Penjual Makanan Area Perkantoran Keluhkan Kebijakan WFH, Bikin Pendapatan Menurun Drastis

JAKARTA, KOMPAS.com - Sejumlah penjual makanan di sekitar kawasan perkantoran Jalan Tanah Abang I, Jakarta Pusat, mengeluhkan kebijakan work from home (WFH) bagi para pekerja kantoran usai libur Lebaran karena berdampak pada pendapatan mereka.
“Kalau WFH, saya jadi sedih karena memengaruhi pendapatan banget untuk semua penjual di sini. Pusing saya, kalau pekerja WFH,” kata salah seorang pedagang nasi uduk, Mamat (60), kepada Kompas.com, Selasa (8/4/2025).

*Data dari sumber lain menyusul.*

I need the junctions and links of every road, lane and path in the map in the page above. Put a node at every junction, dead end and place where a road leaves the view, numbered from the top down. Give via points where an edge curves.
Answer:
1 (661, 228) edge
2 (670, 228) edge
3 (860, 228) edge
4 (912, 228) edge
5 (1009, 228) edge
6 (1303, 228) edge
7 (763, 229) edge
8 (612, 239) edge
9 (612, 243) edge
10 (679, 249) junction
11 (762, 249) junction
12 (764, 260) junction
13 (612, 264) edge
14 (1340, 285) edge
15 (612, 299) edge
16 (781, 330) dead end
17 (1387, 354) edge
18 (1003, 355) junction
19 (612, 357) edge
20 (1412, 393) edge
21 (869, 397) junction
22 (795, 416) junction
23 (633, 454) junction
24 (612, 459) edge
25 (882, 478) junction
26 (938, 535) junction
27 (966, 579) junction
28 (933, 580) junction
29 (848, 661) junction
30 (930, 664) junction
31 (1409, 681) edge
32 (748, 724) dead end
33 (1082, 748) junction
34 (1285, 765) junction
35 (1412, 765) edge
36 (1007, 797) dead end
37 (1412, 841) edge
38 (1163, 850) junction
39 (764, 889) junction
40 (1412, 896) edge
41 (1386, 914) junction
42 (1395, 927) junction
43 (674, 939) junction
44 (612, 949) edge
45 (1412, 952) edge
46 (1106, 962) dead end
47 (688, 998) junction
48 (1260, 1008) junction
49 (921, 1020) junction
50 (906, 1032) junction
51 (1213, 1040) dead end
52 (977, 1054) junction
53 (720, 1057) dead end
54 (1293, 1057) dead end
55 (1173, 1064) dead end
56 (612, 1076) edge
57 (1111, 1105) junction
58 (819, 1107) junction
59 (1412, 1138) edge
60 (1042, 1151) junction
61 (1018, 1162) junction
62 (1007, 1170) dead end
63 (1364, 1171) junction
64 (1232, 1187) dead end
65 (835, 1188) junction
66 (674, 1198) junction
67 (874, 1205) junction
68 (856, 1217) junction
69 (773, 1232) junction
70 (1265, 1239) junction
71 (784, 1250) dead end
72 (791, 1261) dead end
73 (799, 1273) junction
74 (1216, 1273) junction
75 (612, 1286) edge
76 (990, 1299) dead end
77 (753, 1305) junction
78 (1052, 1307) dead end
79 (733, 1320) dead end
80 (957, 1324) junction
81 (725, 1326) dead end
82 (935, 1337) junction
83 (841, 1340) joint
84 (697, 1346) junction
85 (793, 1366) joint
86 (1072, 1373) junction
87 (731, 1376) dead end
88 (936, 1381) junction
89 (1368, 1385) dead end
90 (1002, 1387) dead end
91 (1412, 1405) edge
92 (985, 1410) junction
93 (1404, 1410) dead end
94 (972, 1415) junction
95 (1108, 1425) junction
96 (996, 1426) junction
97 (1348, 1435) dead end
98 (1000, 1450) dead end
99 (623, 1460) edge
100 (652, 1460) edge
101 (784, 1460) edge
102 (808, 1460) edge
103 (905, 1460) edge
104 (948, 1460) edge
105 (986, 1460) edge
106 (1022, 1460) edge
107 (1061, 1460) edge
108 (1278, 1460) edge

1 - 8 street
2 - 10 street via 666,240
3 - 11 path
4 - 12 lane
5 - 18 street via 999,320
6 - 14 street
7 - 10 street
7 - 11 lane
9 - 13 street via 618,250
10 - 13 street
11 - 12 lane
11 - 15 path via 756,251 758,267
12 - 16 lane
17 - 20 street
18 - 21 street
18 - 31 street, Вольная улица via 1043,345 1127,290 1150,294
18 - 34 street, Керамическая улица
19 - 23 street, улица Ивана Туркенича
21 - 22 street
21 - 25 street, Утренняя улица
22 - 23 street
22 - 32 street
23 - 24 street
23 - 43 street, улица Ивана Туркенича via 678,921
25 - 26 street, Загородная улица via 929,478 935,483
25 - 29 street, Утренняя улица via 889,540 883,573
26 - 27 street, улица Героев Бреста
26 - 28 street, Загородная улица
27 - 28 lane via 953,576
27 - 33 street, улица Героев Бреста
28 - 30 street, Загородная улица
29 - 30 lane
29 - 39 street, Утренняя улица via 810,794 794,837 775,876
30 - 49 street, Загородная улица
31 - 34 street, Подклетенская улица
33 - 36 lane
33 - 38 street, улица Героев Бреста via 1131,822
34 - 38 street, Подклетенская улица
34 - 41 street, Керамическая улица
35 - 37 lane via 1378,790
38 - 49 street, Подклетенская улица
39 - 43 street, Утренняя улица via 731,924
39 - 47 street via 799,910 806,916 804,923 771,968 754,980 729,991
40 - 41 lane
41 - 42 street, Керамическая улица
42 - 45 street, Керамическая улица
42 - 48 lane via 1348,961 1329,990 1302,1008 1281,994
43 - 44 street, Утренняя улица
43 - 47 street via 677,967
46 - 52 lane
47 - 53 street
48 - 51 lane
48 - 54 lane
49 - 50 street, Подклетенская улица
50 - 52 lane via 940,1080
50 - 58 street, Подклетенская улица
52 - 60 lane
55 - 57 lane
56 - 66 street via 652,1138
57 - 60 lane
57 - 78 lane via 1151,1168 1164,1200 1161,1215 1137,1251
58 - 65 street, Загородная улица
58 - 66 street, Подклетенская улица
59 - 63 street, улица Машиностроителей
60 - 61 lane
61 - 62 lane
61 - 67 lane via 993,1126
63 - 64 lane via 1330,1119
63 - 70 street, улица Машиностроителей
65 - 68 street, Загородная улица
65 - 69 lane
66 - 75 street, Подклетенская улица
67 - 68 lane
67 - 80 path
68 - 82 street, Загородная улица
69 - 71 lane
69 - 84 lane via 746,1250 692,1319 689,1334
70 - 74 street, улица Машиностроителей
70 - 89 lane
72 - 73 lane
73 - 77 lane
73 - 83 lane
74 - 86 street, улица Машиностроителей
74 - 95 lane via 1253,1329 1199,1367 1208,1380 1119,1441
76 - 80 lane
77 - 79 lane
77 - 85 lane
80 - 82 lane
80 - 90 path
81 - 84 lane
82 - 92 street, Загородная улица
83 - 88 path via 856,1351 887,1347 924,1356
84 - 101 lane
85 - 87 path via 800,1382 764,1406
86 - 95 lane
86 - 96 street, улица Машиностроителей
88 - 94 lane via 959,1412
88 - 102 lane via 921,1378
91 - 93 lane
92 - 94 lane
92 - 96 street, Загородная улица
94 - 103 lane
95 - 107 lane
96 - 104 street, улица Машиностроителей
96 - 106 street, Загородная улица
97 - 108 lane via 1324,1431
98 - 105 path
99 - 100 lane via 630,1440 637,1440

Mamat menyampaikan, pendapatannya dalam menjual nasi uduk bisa berkurang sekitar 50 persen ketika pekerja kantoran WFH.
Hal ini terasa memberatkan baginya sehingga ia ingin tak ada kebijakan WFH bagi para pekerja kantoran.
“Saya sehari mendapatkan penghasilan mencapai Rp 600.000. Kalau WFH bisa berkurang banyak banget, cuma Rp 200.000 atau Rp 300.000 per hari,” jelas dia.
Keluhan serupa disampaikan oleh Isah (44), pedagang pecel ayam. Ia mengaku kebijakan WFH membuat jumlah pembelinya menurun drastis.
“WFH memengaruhi saya banget karena pembeli jadi enggak ada. Biasanya, pembeli orang kantor, tapi kalau banyak WFH jadi sepi banget,” ucap dia.
Isah berharap kebijakan WFH tidak diterapkan lagi karena penghasilannya bergantung pada kehadiran pekerja kantoran.
“Saya maunya kantor enggak WFH, karena kami bergantung dengan pekerja kantoran. Kalau mereka libur, itu memengaruhi penjual banget. Kalau pekerja WFH, penjual makanan juga yang kena,” tutur dia.
Isah mengaku, kebijakan WFH memengaruhi pendapatannya dalam berjualan.
“Biasanya, penghasilan Rp 600.000–Rp 800.000, kalau WFH berkurang banget menjadi Rp 200.000,” kata Isah.
Toni (43), pedagang nasi dan aneka lauk, juga merasakan dampak yang sama. Ia mengaku pembelinya berkurang drastis karena kebanyakan merupakan pekerja kantoran.
“WFH juga memengaruhi saya banget, sepi banget pembelinya karena di sini lebih banyak yang beli dari pekerja kantoran,” kata Toni.
Toni mengatakan, WFH memengaruhi pendapatannya, dari yang bisa mendapat lebih dari Rp 800.000 per hari menjadi sekitar Rp 300.000 saat WFH diberlakukan.
“WFH ini kan berimbas pada semua pedagang, kami juga kena,” ujar dia.
Toni pun berharap agar kebijakan WFH tidak terus-menerus diberlakukan.
“Saya maunya enggak ada WFH bagi pekerja kantoran karena biar saya kecipratan rezeki juga,” ungkap Toni.